The eSafety Commissioner, Julie Inman-Grant, has defended the use of informal channels to flag online content, despite a tribunal finding the practice unlawful in a case that has cost the regulator more than $300,000 in legal fees.
The case centres on a 2024 post on the social media platoform X by Sydney mother Celine Baumgarten, who criticised a Victorian primary school’s “queer club” for students in Years 3 to 6 and identified the teacher involved.
The eSafety office determined the post did not meet the threshold for a formal removal notice under the Online Safety Act. Instead, it issued an informal complaint alert through an online form, which resulted in the post being geo-blocked in Australia.
Baumgarten challenged the decision in the Administrative Review Tribunal (ART), which found in her favour.
During proceedings, evidence was given that X treated the message as a formal takedown notice, in part due to its wording and reference to provisions of the Online Safety Act.
A History of Illegal Notices
The case marked the fourth time the use of informal communication by the eSafety Commissioner has been found to be unlawful by a tribunal or court.The Free Speech Union (FSU)’s director, Reuben Kirkham, said the figures would concern many Australians during a cost-of-living crisis.
“Most Australians will be appalled at how much was wasted,” Kirkham told The Epoch Times.
“There is a need to protect the public from agencies misusing public resources to protect the blushes of people who mismanage government agencies.”
Opposition communications and digital safety spokesperson Sarah Henderson also raised concerns about the use of informal notices.
She said the adult cyber abuse provisions in the Online Safety Act was designed to target serious, targeted harm, not lawful disagreement.
“What the eSafety Commissioner has been doing in approximately hundreds of cases every year ... is issuing notices that don’t comply with the law.”
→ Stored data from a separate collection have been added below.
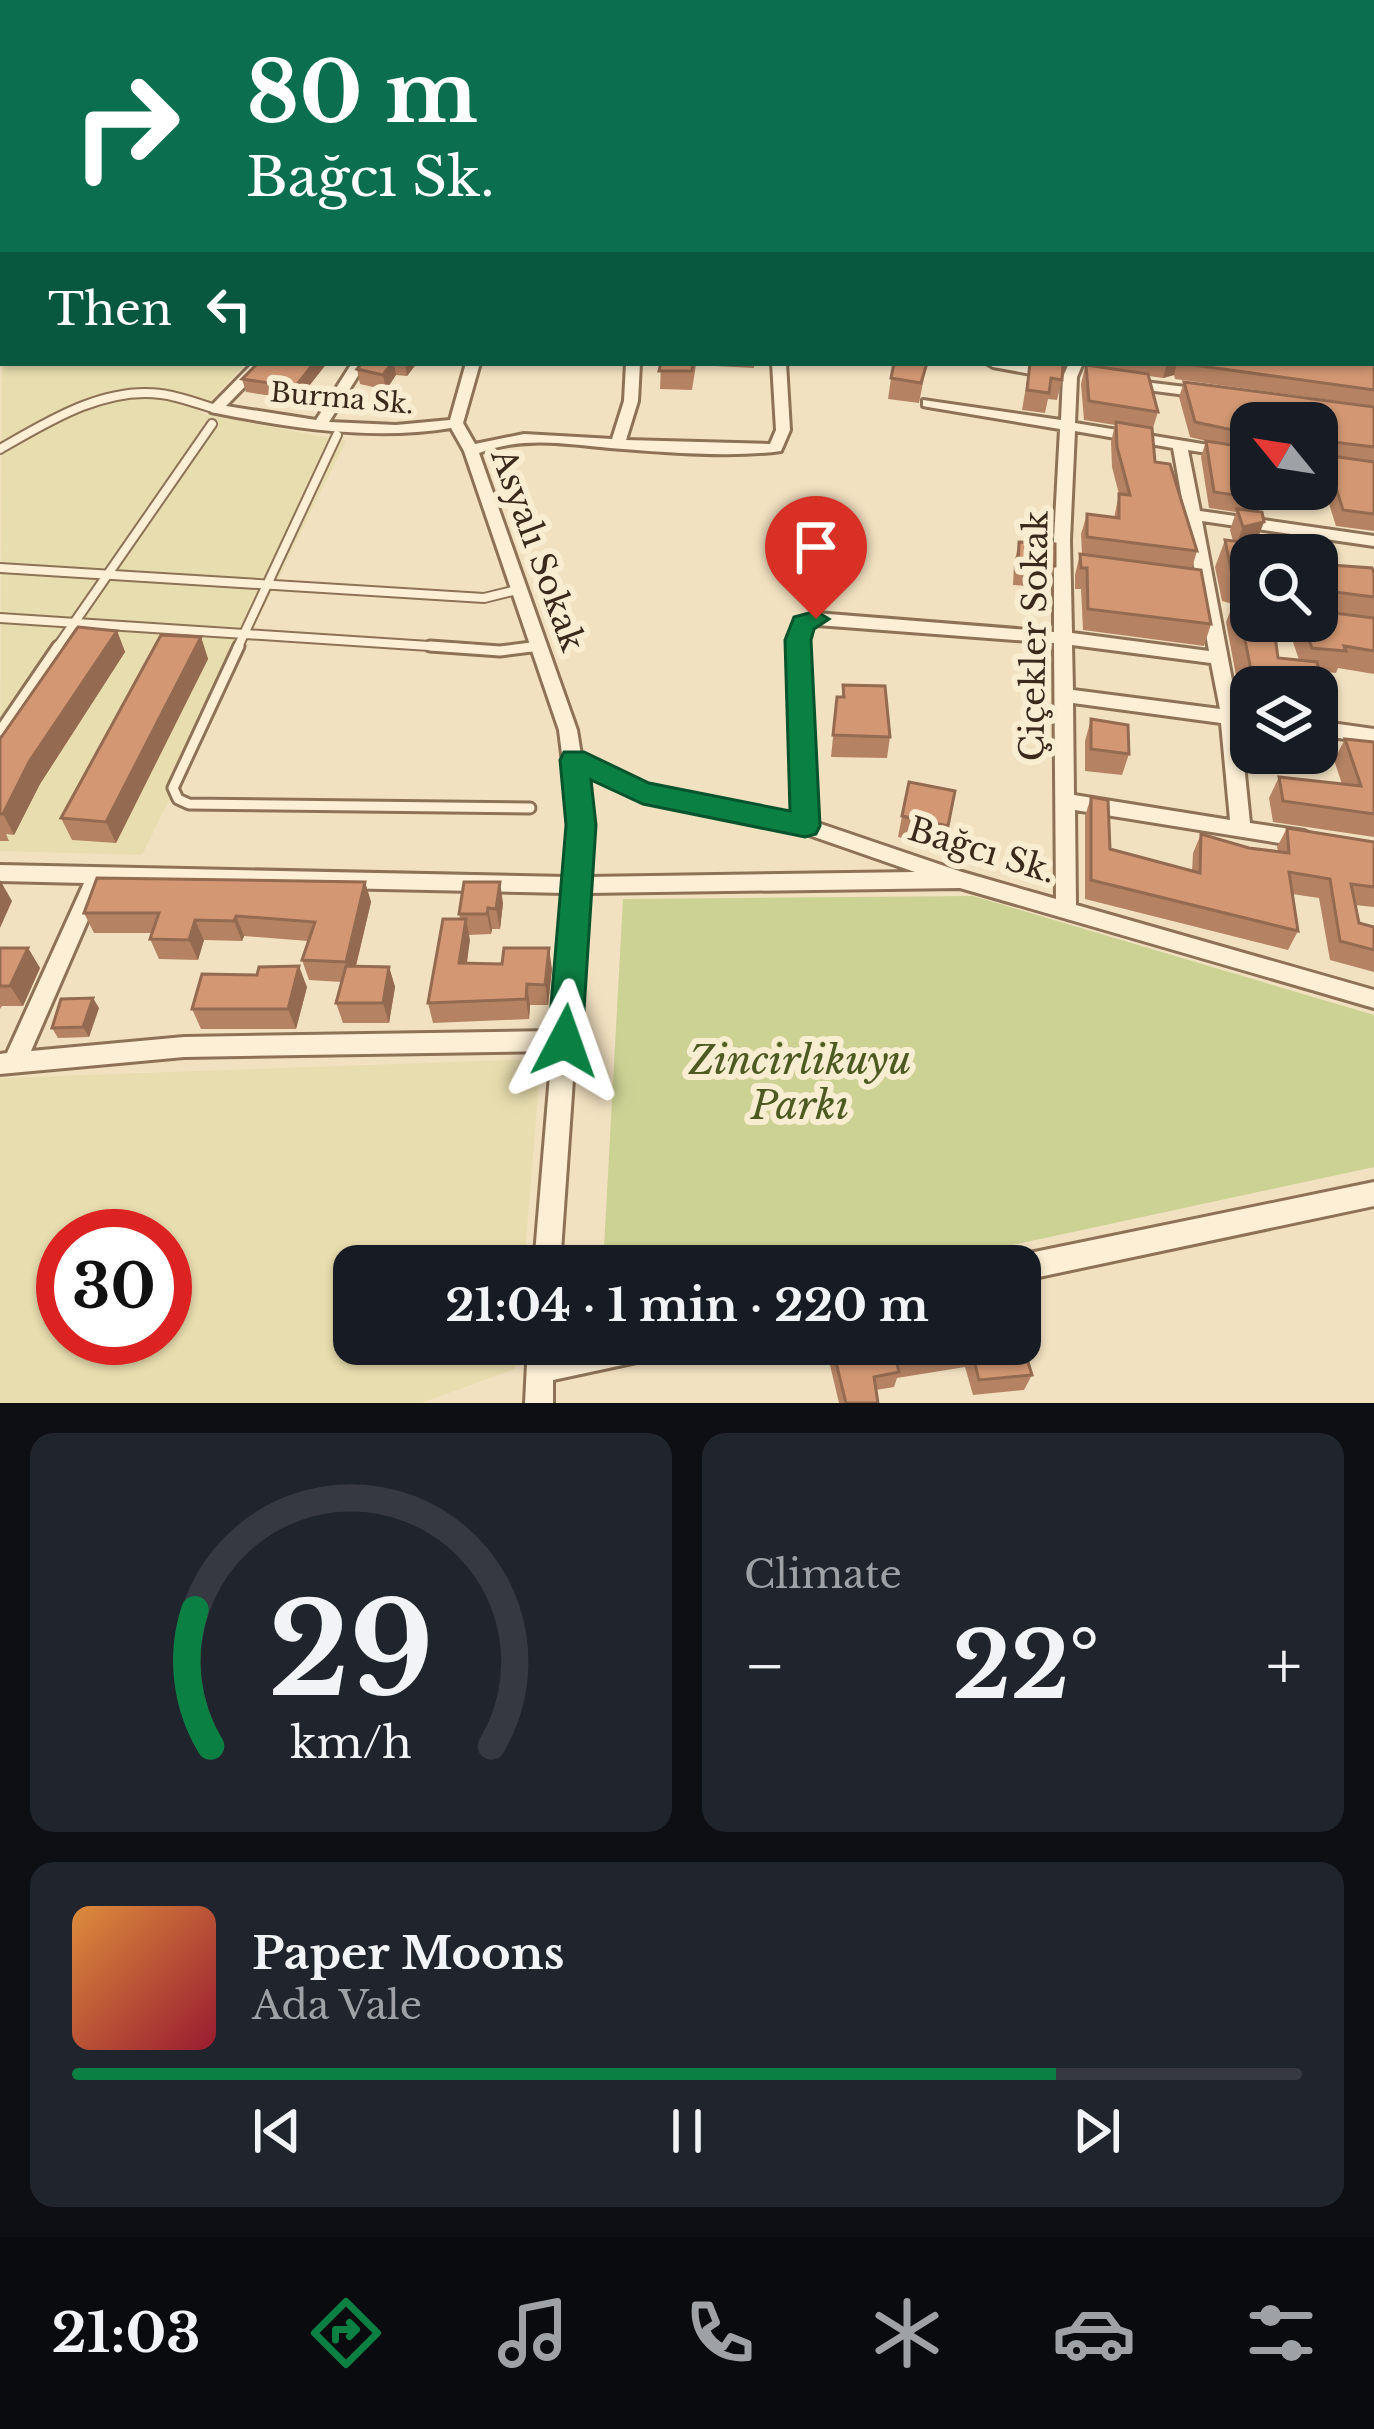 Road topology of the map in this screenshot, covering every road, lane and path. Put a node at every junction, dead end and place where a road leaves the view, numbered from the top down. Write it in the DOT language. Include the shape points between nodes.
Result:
graph roads {
  1 [pos="258,366"];
  2 [pos="357,366"];
  3 [pos="472,366"];
  4 [pos="633,366"];
  5 [pos="779,366"];
  6 [pos="1027,366"];
  7 [pos="1073,370"];
  8 [pos="1094,380"];
  9 [pos="1117,383"];
  10 [pos="1210,394"];
  11 [pos="928,403"];
  12 [pos="214,416"];
  13 [pos="456,423"];
  14 [pos="320,425"];
  15 [pos="1071,429"];
  16 [pos="337,435"];
  17 [pos="619,444"];
  18 [pos="1180,446"];
  19 [pos="0,449"];
  20 [pos="471,451"];
  21 [pos="1230,453"];
  22 [pos="1192,515"];
  23 [pos="1374,541"];
  24 [pos="1064,564"];
  25 [pos="1088,567"];
  26 [pos="0,568"];
  27 [pos="109,576"];
  28 [pos="1181,580"];
  29 [pos="1204,583"];
  30 [pos="266,586"];
  31 [pos="521,589"];
  32 [pos="1210,610"];
  33 [pos="1230,613"];
  34 [pos="0,618"];
  35 [pos="76,624"];
  36 [pos="245,634"];
  37 [pos="1064,638"];
  38 [pos="542,646"];
  39 [pos="1219,658"];
  40 [pos="1063,695"];
  41 [pos="1230,718"];
  42 [pos="0,731"];
  43 [pos="1338,731"];
  44 [pos="1374,736"];
  45 [pos="574,760"];
  46 [pos="1236,774"];
  47 [pos="1063,801"];
  48 [pos="530,808"];
  49 [pos="805,826"];
  50 [pos="1241,829"];
  51 [pos="1330,843"];
  52 [pos="0,872"];
  53 [pos="98,874"];
  54 [pos="959,880"];
  55 [pos="577,885"];
  56 [pos="1066,910"];
  57 [pos="1374,998"];
  58 [pos="565,1041"];
  59 [pos="7,1064"];
  60 [pos="1374,1193"];
  61 [pos="549,1245"];
  62 [pos="1041,1264"];
  63 [pos="540,1365"];
  64 [pos="539,1403"];
  1 -- 12 [label="street, Burma Sk."];
  2 -- 14 [label="street"];
  3 -- 13 [label="street, Asyalı Sokak"];
  4 -- 17 [label="street"];
  5 -- 17 [label="street" via="783,430 776,448"];
  6 -- 7 [label="street"];
  7 -- 8 [label="street"];
  7 -- 15 [label="street, Çiçekler Sokak"];
  9 -- 10 [label="street"];
  11 -- 15 [label="street"];
  12 -- 14 [label="street, Burma Sk."];
  12 -- 19 [label="lane" via="152,393 103,400 68,410"];
  12 -- 27 [label="lane"];
  13 -- 14 [label="street, Burma Sk." via="413,432"];
  13 -- 20 [label="street, Asyalı Sokak"];
  15 -- 18 [label="street"];
  15 -- 24 [label="street, Çiçekler Sokak"];
  16 -- 30 [label="lane"];
  17 -- 20 [label="street" via="540,437 494,440"];
  18 -- 21 [label="street"];
  18 -- 22 [label="street"];
  20 -- 31 [label="street, Asyalı Sokak"];
  22 -- 23 [label="street"];
  22 -- 29 [label="street"];
  24 -- 25 [label="street"];
  24 -- 37 [label="street, Çiçekler Sokak"];
  26 -- 27 [label="lane"];
  27 -- 30 [label="lane"];
  27 -- 35 [label="lane"];
  28 -- 29 [label="street"];
  29 -- 32 [label="street"];
  30 -- 31 [label="lane" via="484,598"];
  30 -- 36 [label="lane"];
  31 -- 38 [label="street, Asyalı Sokak"];
  32 -- 33 [label="street"];
  32 -- 39 [label="street"];
  34 -- 35 [label="lane"];
  35 -- 36 [label="lane"];
  35 -- 42 [label="lane"];
  36 -- 38 [label="lane" via="500,651"];
  36 -- 48 [label="lane" via="173,788 178,799"];
  37 -- 39 [label="street"];
  37 -- 40 [label="street, Çiçekler Sokak"];
  37 -- 49 [label="street" via="803,623"];
  38 -- 45 [label="street, Asyalı Sokak"];
  39 -- 41 [label="street"];
  40 -- 41 [label="street"];
  40 -- 47 [label="street, Çiçekler Sokak"];
  43 -- 44 [label="street"];
  45 -- 49 [label="street, Bağcı Sk." via="643,793"];
  45 -- 55 [label="street, Asyalı Sokak"];
  46 -- 50 [label="street"];
  47 -- 50 [label="street"];
  47 -- 56 [label="street, Çiçekler Sokak"];
  49 -- 54 [label="street, Bağcı Sk."];
  50 -- 51 [label="street"];
  52 -- 53 [label="street"];
  53 -- 55 [label="street"];
  53 -- 59 [label="street"];
  54 -- 55 [label="street"];
  54 -- 56 [label="street, Bağcı Sk."];
  55 -- 58 [label="street, Asyalı Sokak"];
  56 -- 57 [label="street, Bağcı Sk."];
  58 -- 59 [label="street" via="184,1047"];
  58 -- 61 [label="street, Asyalı Sokak"];
  60 -- 62 [label="street"];
  63 -- 64 [label="street"];
}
Henderson said recent court findings made clear that legal authority could not be assumed through the wording of a notice alone.
Investigation Called For
In response, the eSafety Commissioner defended her actions, saying informal notifications were a key tool for regulators and law enforcement.The office said such notices reduce regulatory burden on companies and can enable faster responses to harmful online content.
Inman-Grant also justified the decision to appeal the matter to the Federal Court, saying it sought clarification on whether the complaint notification made to X constituted a reviewable decision under administrative law.
“eSafety has a high success rate in remediating serious online harms,” she added.
Baumgarten said the case demonstrated broader concerns about eSafety office’s approach.
“Their internal process of pressuring social media companies to remove content they deem as harmful has been rendered useless. Using their access to a bottomless pit of taxpayer funds to pursue pointless litigation, eSafety have once again put ideology over safety,” she told The Epoch Times.
“This all started over a video about children being exposed to queer theory at primary school, and I would encourage parents to continue voicing their concerns wherever possible.”